News

Childhood Immunization Charts to Be Split in Two


 

ATLANTA — Get ready to clear a bit more wall space in your office come January. Beginning in 2007–2008, the annual harmonized childhood and adolescent immunization schedule will be split in two, with a chart on one page devoted to children aged 0–6 years and another on a separate page for those aged 7–18.

The catch-up schedule also will be divided by age in the same way, but those two charts will appear on one page.

The Advisory Committee on Immunization Practices of the Centers for Disease Control and Prevention voted unanimously for the new format at its fall meeting. The American Academy of Pediatrics Committee on Infectious Disease supports it as well, AAP liaison Dr. Joseph A. Bocchini Jr. said in an interview.

“I think this is a significant improvement. As the vaccine schedule has become more complicated, the single table has become more difficult to interpret. Splitting it this way really improves the opportunity for the practitioner to determine what immunizations a patient needs at a particular age,” said Dr. Bocchini, professor of pediatrics and chief of pediatric infectious disease at Louisiana State University, Shreveport.

The decisions about whether and how to split the schedule were based in part on results from focus group sessions involving 69 immunization providers, including pediatricians, family physicians, nurse practitioners, physician assistants, registered nurses, and licensed practical nurses. They came from private and public settings, and from urban, suburban, and rural areas. “We wanted to capture the real world out there,” said Sarah J. Clark, associate director for research at the Child Health Evaluation and Research Unit at the University of Michigan in Ann Arbor, which conducted the focus group.

Overall, there was a general preference for two schedules rather than one. The group disagreed, however, on where to make the split. The majority who chose ages 0–6 and 7–18 did so primarily because it places the focus on preparing children for entering kindergarten or first grade.

However, some participants wanted the split at 0–10 years and 11–18 years, noting that if a clinician were only going to post one page, the younger age range chart would contain more information. And, noted Dr. Amy B. Middleman, the liaison to ACIP for the Society for Adolescent Medicine, “Clearly this makes the most sense and is the most visually appealing product. But I think we should consider a chart just for adolescents.”

On the other hand, Dr. Bocchini pointed out, “I think this is a reasonable compromise. There are a number of things that need to be done before a child enters school, and so a break at age 6 … fits very well.”

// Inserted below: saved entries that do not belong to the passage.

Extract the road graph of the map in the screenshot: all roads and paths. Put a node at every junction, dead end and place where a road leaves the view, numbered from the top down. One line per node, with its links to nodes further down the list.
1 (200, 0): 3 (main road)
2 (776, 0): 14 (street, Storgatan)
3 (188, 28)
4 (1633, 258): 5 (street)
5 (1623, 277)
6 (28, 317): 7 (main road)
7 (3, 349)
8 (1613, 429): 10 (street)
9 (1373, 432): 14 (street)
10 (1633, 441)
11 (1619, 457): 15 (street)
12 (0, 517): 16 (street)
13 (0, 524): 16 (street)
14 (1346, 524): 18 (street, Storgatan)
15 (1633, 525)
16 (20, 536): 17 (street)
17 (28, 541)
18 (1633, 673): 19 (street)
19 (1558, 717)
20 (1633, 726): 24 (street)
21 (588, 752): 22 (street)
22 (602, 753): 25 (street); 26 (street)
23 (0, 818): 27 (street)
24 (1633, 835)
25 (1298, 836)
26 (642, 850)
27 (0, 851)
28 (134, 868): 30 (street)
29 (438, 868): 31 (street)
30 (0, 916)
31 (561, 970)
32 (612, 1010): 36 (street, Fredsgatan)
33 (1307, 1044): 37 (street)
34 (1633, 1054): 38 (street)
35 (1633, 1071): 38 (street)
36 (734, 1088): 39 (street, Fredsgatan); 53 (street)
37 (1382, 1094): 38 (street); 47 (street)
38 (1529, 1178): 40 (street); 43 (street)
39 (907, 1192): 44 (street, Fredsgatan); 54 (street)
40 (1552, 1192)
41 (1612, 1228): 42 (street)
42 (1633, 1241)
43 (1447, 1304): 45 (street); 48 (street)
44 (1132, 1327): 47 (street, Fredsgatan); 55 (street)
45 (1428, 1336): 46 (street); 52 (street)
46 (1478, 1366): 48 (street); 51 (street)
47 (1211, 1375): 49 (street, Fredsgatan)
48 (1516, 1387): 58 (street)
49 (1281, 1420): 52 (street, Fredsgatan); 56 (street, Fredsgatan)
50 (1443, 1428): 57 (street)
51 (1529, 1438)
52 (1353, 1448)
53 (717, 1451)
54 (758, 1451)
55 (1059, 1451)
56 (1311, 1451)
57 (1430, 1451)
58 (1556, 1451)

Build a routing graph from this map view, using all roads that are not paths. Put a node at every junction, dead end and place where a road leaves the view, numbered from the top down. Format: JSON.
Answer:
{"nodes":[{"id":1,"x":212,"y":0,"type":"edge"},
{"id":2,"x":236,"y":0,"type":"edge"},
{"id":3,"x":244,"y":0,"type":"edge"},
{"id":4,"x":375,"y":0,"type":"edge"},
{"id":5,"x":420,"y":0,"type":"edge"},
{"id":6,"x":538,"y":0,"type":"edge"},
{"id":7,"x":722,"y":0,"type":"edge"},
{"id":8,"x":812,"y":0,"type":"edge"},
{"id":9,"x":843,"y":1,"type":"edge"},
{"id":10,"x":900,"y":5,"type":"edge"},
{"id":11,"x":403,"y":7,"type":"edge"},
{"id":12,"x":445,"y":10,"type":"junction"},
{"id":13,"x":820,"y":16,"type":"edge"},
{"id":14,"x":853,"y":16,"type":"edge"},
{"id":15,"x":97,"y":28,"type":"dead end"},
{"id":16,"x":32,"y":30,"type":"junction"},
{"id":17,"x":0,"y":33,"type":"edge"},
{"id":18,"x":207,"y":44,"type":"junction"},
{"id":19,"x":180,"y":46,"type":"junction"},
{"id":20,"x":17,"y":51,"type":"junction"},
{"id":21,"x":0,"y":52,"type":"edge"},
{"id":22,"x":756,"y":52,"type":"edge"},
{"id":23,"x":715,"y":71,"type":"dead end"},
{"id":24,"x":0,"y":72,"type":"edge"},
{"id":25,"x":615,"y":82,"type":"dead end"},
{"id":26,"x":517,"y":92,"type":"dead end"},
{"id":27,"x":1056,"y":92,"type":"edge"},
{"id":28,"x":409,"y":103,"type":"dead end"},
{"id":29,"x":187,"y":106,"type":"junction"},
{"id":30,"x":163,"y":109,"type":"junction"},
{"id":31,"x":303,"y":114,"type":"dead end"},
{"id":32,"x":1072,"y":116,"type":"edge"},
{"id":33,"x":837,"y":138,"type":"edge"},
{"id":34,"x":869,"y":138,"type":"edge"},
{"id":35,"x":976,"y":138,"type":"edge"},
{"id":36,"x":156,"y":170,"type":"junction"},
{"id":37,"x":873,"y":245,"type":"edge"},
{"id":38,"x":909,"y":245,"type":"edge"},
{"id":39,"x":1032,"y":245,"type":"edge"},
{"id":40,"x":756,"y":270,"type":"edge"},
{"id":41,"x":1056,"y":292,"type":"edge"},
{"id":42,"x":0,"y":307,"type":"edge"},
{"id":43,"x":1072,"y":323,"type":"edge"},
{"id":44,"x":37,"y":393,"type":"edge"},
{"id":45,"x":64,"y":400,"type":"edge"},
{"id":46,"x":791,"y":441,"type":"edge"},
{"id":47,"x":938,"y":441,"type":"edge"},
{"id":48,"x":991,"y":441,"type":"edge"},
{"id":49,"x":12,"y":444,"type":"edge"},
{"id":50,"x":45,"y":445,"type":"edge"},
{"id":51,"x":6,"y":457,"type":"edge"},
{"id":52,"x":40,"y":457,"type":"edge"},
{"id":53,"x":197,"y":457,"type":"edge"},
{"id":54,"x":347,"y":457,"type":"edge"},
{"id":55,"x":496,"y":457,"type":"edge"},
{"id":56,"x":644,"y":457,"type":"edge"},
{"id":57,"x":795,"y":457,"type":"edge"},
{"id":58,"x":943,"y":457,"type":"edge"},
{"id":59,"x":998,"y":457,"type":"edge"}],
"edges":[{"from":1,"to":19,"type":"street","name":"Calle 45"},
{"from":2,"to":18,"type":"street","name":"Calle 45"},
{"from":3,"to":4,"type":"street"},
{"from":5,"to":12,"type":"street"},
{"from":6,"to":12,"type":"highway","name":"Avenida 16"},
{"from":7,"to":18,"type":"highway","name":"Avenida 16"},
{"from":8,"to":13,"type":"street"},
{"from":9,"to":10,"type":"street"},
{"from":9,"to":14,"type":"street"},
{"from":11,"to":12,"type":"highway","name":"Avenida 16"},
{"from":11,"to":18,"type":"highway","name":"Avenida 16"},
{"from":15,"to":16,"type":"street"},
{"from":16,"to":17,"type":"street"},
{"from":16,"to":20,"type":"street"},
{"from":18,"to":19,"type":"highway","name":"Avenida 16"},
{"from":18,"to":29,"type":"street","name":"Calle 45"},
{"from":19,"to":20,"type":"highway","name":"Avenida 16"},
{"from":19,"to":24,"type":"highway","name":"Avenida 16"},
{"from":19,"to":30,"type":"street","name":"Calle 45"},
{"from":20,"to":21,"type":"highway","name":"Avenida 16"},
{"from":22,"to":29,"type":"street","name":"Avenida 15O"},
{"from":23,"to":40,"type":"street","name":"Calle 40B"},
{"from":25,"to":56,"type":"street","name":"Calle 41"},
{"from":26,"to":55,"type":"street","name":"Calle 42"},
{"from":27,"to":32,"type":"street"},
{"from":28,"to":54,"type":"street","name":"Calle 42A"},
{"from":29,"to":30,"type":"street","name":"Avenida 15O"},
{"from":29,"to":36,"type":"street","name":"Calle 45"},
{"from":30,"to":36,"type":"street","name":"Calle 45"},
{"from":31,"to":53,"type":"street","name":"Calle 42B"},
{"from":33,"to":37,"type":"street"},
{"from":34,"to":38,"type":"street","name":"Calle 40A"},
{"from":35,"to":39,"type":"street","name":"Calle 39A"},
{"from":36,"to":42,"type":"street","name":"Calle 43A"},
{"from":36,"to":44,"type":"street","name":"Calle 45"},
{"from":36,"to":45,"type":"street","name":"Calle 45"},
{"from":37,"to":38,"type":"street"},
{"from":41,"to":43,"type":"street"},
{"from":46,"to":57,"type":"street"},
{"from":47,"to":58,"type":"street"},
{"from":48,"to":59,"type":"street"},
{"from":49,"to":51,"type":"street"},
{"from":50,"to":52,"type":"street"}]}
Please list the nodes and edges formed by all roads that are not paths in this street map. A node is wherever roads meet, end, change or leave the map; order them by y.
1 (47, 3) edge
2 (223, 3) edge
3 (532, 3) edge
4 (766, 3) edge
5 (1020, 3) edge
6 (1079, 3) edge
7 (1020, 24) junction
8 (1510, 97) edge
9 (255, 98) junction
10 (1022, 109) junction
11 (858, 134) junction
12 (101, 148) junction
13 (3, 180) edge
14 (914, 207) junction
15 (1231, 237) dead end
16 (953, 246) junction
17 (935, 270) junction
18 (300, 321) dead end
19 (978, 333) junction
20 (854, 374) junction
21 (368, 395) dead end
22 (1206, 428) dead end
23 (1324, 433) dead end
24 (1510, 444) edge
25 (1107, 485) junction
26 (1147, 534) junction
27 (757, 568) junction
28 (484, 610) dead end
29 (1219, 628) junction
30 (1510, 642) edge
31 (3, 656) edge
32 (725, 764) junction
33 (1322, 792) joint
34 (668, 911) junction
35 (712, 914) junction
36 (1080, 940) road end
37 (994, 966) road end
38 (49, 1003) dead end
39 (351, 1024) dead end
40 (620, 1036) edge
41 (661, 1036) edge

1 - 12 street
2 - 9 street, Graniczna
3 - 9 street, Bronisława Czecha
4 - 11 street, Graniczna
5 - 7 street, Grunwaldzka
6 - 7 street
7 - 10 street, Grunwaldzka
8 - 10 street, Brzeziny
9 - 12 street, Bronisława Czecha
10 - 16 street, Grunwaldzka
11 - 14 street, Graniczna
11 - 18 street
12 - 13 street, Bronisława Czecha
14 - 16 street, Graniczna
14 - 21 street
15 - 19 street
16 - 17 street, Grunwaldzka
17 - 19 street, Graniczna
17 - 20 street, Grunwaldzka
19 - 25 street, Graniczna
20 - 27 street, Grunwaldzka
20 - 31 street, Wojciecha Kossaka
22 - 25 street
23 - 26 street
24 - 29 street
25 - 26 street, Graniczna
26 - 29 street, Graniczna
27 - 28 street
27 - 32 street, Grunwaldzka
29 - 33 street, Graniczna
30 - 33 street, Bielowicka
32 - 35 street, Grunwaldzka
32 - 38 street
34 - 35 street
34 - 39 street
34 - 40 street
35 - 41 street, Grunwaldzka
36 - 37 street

The format of the catch-up chart proved to be a bit problematic for the focus group as well, primarily because of the confusion between the two different diphtheria-tetanus-acellular pertussis vaccines (DTaP for infants and toddlers/Tdap for adolescents and adults). “At first glance, many providers liked the one-table version. Then they tried to figure out what to do with DTaP/Tdap, and couldn't do it. At that point, almost everyone preferred the two-table format,” Ms. Clark said.